The Color Correction Discussion

Discussion in 'General Mac Discussion' started by arn, May 26, 2003.

  1. arn macrumors god


    Staff Member

    Apr 9, 2001

    I recently got a film scanner - in order to scan a lot of negatives I have.

    In doing so, I realized I needed to pick up some color-correction skills.

    In doing some basic research, I came across Professional Photoshop: The Classic Guide to Color Correction.

    I realized this was a bit overkill... but figured it was well reviewed.

    Anyhow... I'm still learning... and will likely be reading this book over and over. Does anyone else have any good resources or tips?

  2. Eniregnat macrumors 68000


    Jan 22, 2003
    In your head.
    I don't know what I can add to this, as I am not a Photoshop guru, demi-god or hoar. I found this site which looks like a good place to start. Well nobody else has chimed in, so here's what I have to write.

    Trial and error and your work is only as good as your tools.
    First, for just about 15 years my family owned a custom photo lab until it went belly up. (A happy and sad event.) During that time we watched the photographic world change for the better (digital) and for the worse (digital and APS). As another side note, and why scanning your negatives is important, some paper manufactures (just one) actually guaranteed that customers would come back with in 11 years because the paper was designed to degrade over that time, another company hinted the same about the film emulsions that they used on their negatives.

    The Adobe app for adjusting you monitor is great. Use the Adobe app to create your Color Sync profiles.

    As far as calibrating your monitor, if you don't have calibrating hardware load up a picture with known values and eyeball it. If your scanner came with test picture in hard and digital form then load the digital picture, sync the image and then scan the image, and adjust your scanners settings (if you want). The hard copy test image will age and most people that deal with photographs on a regular bases get new test set (digital, negatives, and prints) every three months.

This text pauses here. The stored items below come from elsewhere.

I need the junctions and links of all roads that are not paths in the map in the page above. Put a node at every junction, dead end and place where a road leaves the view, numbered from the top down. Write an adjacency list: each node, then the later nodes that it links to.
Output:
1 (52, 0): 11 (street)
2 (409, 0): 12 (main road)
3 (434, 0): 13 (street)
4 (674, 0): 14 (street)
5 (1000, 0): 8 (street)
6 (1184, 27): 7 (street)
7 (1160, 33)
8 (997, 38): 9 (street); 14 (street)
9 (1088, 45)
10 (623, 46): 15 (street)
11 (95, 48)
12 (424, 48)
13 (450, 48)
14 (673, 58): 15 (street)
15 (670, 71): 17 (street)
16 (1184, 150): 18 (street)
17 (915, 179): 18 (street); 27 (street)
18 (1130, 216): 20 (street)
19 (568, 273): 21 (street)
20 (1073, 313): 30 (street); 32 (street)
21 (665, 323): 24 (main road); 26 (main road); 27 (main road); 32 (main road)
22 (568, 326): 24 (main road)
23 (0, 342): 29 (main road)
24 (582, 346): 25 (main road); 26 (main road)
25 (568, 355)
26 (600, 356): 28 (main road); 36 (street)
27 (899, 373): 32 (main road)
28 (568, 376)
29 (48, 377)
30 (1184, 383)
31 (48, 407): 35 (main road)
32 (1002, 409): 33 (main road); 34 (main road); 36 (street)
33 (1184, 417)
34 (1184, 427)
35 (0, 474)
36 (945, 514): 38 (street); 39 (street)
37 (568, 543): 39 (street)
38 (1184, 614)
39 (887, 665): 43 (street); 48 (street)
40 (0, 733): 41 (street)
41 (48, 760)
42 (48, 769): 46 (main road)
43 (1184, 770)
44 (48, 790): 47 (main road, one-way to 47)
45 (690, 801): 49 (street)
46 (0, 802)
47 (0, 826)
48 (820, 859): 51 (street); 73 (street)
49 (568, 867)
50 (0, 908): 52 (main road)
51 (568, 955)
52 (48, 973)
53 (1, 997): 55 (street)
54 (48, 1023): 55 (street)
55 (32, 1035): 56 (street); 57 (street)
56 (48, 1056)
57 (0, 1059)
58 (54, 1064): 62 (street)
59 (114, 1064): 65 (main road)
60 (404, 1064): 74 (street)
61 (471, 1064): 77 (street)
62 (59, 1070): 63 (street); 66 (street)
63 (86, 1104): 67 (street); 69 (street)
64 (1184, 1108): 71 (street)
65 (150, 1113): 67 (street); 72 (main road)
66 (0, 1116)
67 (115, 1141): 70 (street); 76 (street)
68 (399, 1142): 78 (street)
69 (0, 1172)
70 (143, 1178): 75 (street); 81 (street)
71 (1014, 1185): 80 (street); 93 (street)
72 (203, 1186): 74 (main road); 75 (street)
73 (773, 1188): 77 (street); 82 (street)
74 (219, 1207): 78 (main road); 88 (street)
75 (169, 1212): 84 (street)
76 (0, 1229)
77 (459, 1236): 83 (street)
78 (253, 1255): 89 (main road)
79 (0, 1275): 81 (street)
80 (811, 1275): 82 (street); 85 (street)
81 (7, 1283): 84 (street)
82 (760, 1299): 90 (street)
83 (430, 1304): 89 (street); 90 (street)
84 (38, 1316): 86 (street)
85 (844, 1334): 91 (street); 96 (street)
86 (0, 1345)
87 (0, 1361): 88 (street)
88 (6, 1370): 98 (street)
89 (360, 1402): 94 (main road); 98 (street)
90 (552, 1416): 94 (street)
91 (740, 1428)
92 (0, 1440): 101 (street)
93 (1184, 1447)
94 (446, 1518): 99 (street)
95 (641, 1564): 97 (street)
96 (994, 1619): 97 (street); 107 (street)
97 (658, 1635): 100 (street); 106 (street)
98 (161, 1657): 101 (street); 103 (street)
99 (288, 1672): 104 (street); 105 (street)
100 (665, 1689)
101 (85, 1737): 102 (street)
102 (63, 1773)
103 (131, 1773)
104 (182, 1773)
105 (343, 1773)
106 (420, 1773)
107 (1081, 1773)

    Beyond the calibration of your equipment, all I can say is what looks good for you. I would guess that you’re using software that makes a positive from the negative, so that's a start. In some sense I would say leave your scans in their native and original form, because you can always adjust from there. For individual projects, just try to see what looks good to you. There are probably lots of people out there that will give better advice, but ultimately, what looks good to you (unless your color blind). The photographic world is filled with the same kind of people that complain about the wrong kind glass for a particular wine or roll their eyes at a $9.00 bottle of wine from Santa Barbara or lower Napa. In the end, what looks good to you and what are you after?
  3. trebblekicked macrumors 6502a


    Dec 30, 2002
    Chicago, IL, USA
    Re: The Color Correction Discussion

    a couple questions:

    are you using multiple displays?
    LCD or CRT?
    All same brand/make?
  4. beatle888 macrumors 68000


    Feb 3, 2002
    thats the best book for the topic IMO.
    closed calibration is the way to go. i work in the printing industry and even our top vendors dont use colorsync. mainly because you cant rely on everybody to obey the rules.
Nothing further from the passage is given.